The simulated nodes contain a mix of 31GB, 47GB, and 79GB memory sizes. There
are 7 31GB nodes, 7 47GB nodes, and 6 79GB nodes.
\begin{verbatim}
# names of nodes in the test cluster
nodes = agentn
# set of memory sizes to configure
memory = 31 47 79
# how to configure memories: node.memsize = count
agentn.31 = 7
agentn.47 = 7
agentn.79 = 6
\end{verbatim}
The nodenames generated by this means are the name of the physical node where
the agent is spawned, and a numeric id appended, for example,
\begin{verbatim}
agentn-1
agentn-2
agentn-3
etc.
\end{verbatim}
\subsection{Setting up Test Mode}
During simulation and testing it is desirable and usually required that DUCC run
in unprivileged mode, with all processes belonging to a single userid. Unfortunately,
this does not exercise any of the multi-user code paths, especially in the Resource
Manager.
To accommodate this, DUCC can be configured to run in ``test mode'', such that work
is submitted under ``simulated'' userid which DUCC treats as discrete IDs. All actual
work is executed under the ownership of the tester however.
To establish test mode:
\begin{enumerate}
\item Ensure that {\em ducc.properties} is configured to point to a non-privileged
version of {\em ducc\_ling}. Specifically, configure this line in {\em ducc.properties}
\begin{verbatim}
ducc.agent.launcher.ducc_spawn_path=/home/ducctest/duccling.dir/amd64/ducc_ling
\end{verbatim}
in this example a version of {\em ducc\_ling} known to not have elevated privileges
it configured.
\item Configure test mode in {\em ducc.properties}:
\begin{verbatim}
ducc.runmode=Test
\end{verbatim}
IMPORTANT: Do not start DUCC with {\em ducc.runmode=Test} if {\em ducc\_ling} has
elevated privileges. Test mode bypasses the authentication and authorization checks
that are normally used and the system would run completely open.
\end{enumerate}
In test mode, jobs may specify what simulated userid is to be used. Most of DUCC does not
pay any attention to the user so this works fine, and the parts that do care about the
user are bypassed when {\em ducc.runmode=Test} is configured.
\subsection{Starting a Simulated Cluster}
DUCC provides a start-up script in the directory {\tt \duccruntime/examples/systemtest}
called {\tt start\_sim}.
WARNING: Cluster simulation is intended for DUCC testing, including error injection.
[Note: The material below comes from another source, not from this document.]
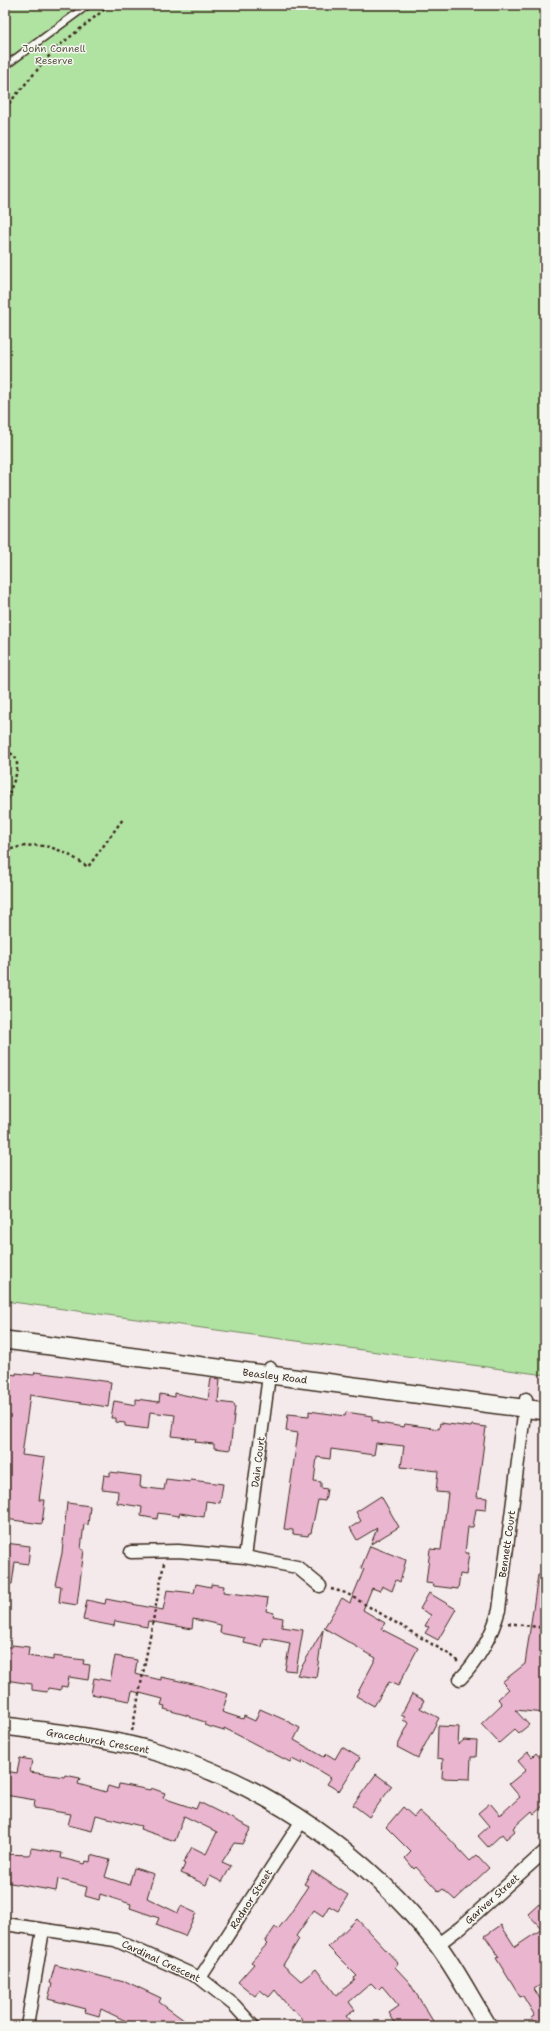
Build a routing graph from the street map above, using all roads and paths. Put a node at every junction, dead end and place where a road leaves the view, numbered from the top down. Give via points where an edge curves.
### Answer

It is
similar to flying a high-performance fighter jet. It is intentionally twitchy. Very little
checking is done and processes may be started multiple time regardless of whether is sane to
do this.
To start a simulated cluster, use the {\em start\_sim} script:
\paragraph{Description:}
The {\em start\_sim} script is used to start a simulated cluster.
\paragraph{Usage:}
{\em start\_sim} options
\paragraph{Options:}
\begin{description}
\item[-n, --nodelist {[nodelist]}] where the nodelist is a cluster description as
described above.
\item[-c --components {[component list]}]. The component list is a blank-delimited
list of components including {\em or, rm, sm, pm, ws, broker} to start an
individual component, or {\em all} to start all of the components. NOTE: It is
usually an error to start any of these components more than once. However
{\em start\_sim} allows it, to permit error injection.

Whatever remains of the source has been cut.